WHAT THE TASK ASKS – Retype the entries below exactly, dropping the images.

◆ ◆ ◆ ◆

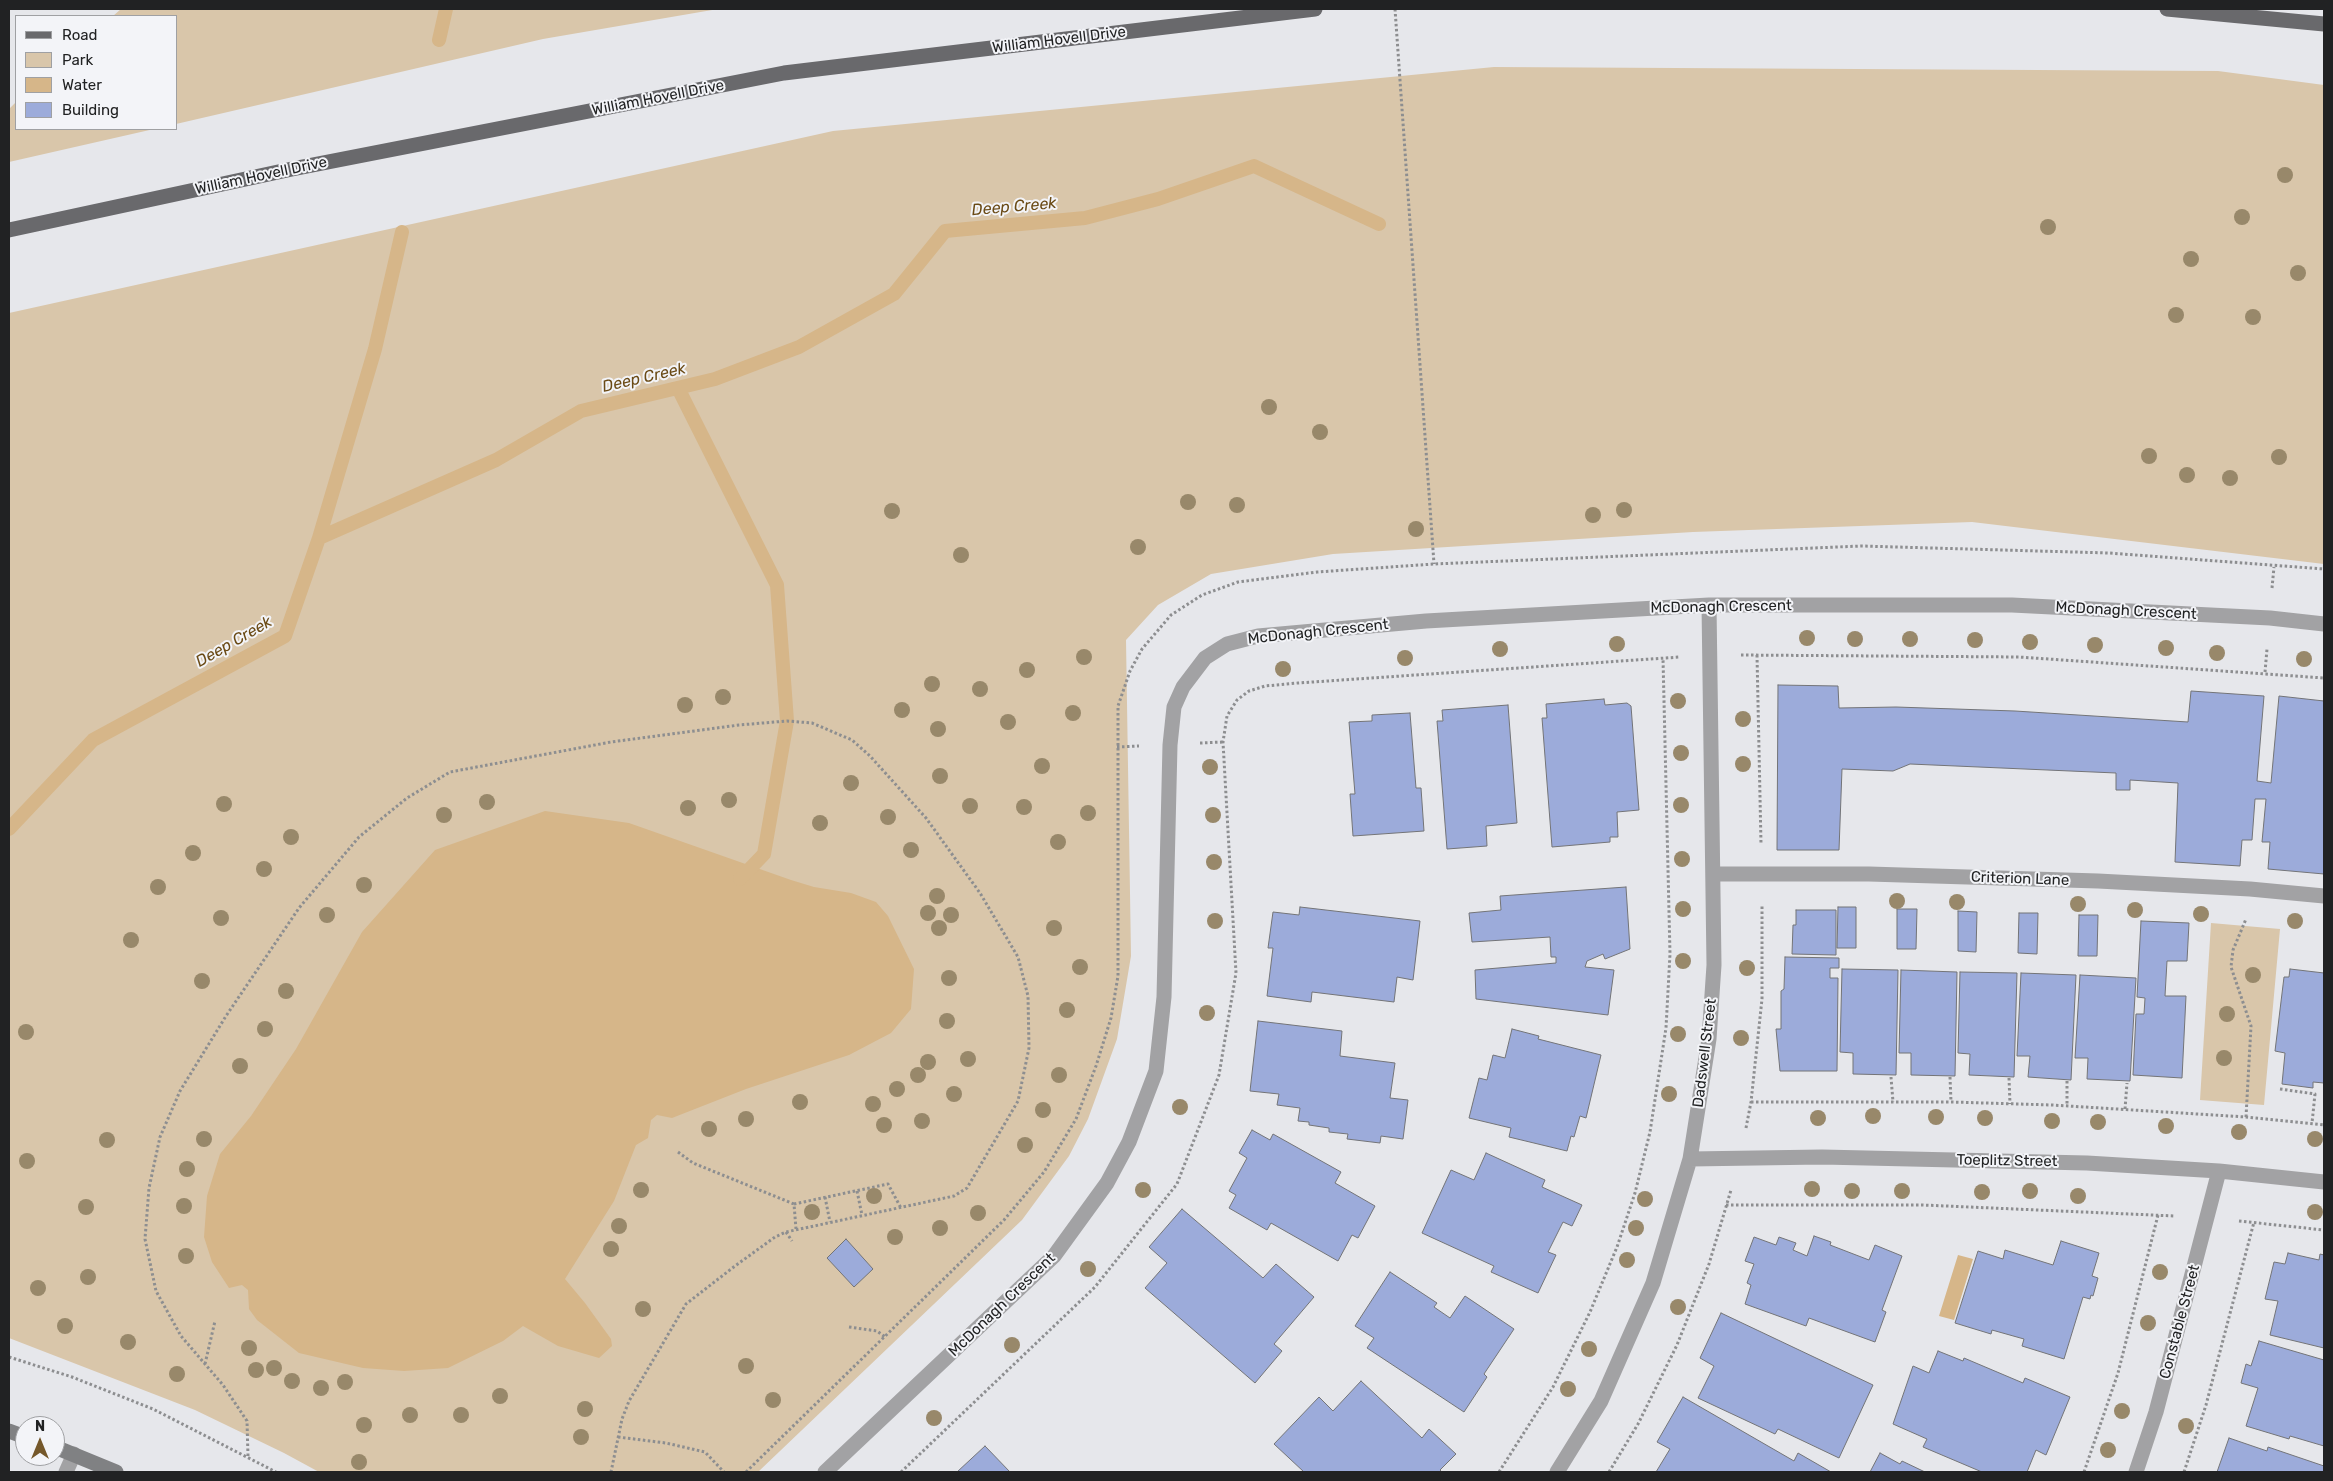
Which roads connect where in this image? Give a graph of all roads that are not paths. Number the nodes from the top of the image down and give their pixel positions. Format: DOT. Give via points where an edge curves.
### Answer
graph roads {
  1 [pos="1315,9"];
  2 [pos="2167,9"];
  3 [pos="2324,24"];
  4 [pos="9,230"];
  5 [pos="1710,605"];
  6 [pos="2324,624"];
  7 [pos="1714,874"];
  8 [pos="2324,896"];
  9 [pos="1690,1159"];
  10 [pos="2219,1171"];
  11 [pos="2324,1182"];
  12 [pos="65,1451"];
  13 [pos="74,1454"];
  14 [pos="66,1472"];
  15 [pos="116,1472"];
  16 [pos="825,1472"];
  17 [pos="1557,1472"];
  18 [pos="2136,1472"];
  1 -- 4 [label="main road, William Hovell Drive" via="784,73 292,169"];
  2 -- 3 [label="main road"];
  5 -- 6 [label="street, McDonagh Crescent" via="2012,605 2270,618"];
  5 -- 7 [label="street, Dadswell Street"];
  5 -- 16 [label="street, McDonagh Crescent" via="1426,621 1258,636 1227,644 1205,658 1183,687 1174,707 1170,745 1164,997 1156,1071 1129,1142 1107,1182 1054,1256"];
  7 -- 8 [label="street, Criterion Lane" via="1869,874 2098,881"];
  7 -- 9 [label="street, Dadswell Street" via="1710,1040"];
  9 -- 10 [label="street, Toeplitz Street" via="1822,1157 2057,1162"];
  9 -- 17 [label="street, Dadswell Street" via="1653,1282 1601,1401"];
  10 -- 11 [label="street, Toeplitz Street"];
  10 -- 18 [label="street, Constable Street" via="2156,1412"];
  12 -- 13 [label="street"];
  13 -- 14 [label="street"];
  13 -- 15 [label="street"];
}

◆ ◆ ◆ ◆

RESULT FOR THIS TASK –
Which roads connect where in this image? Give a graph of all roads that are not paths. Number the nodes from the top of the image down and give their pixel positions. Format: DOT. Give via points where an edge curves.
### Answer
graph roads {
  1 [pos="1315,9"];
  2 [pos="2167,9"];
  3 [pos="2324,24"];
  4 [pos="9,230"];
  5 [pos="1710,605"];
  6 [pos="2324,624"];
  7 [pos="1714,874"];
  8 [pos="2324,896"];
  9 [pos="1690,1159"];
  10 [pos="2219,1171"];
  11 [pos="2324,1182"];
  12 [pos="65,1451"];
  13 [pos="74,1454"];
  14 [pos="66,1472"];
  15 [pos="116,1472"];
  16 [pos="825,1472"];
  17 [pos="1557,1472"];
  18 [pos="2136,1472"];
  1 -- 4 [label="main road, William Hovell Drive" via="784,73 292,169"];
  2 -- 3 [label="main road"];
  5 -- 6 [label="street, McDonagh Crescent" via="2012,605 2270,618"];
  5 -- 7 [label="street, Dadswell Street"];
  5 -- 16 [label="street, McDonagh Crescent" via="1426,621 1258,636 1227,644 1205,658 1183,687 1174,707 1170,745 1164,997 1156,1071 1129,1142 1107,1182 1054,1256"];
  7 -- 8 [label="street, Criterion Lane" via="1869,874 2098,881"];
  7 -- 9 [label="street, Dadswell Street" via="1710,1040"];
  9 -- 10 [label="street, Toeplitz Street" via="1822,1157 2057,1162"];
  9 -- 17 [label="street, Dadswell Street" via="1653,1282 1601,1401"];
  10 -- 11 [label="street, Toeplitz Street"];
  10 -- 18 [label="street, Constable Street" via="2156,1412"];
  12 -- 13 [label="street"];
  13 -- 14 [label="street"];
  13 -- 15 [label="street"];
}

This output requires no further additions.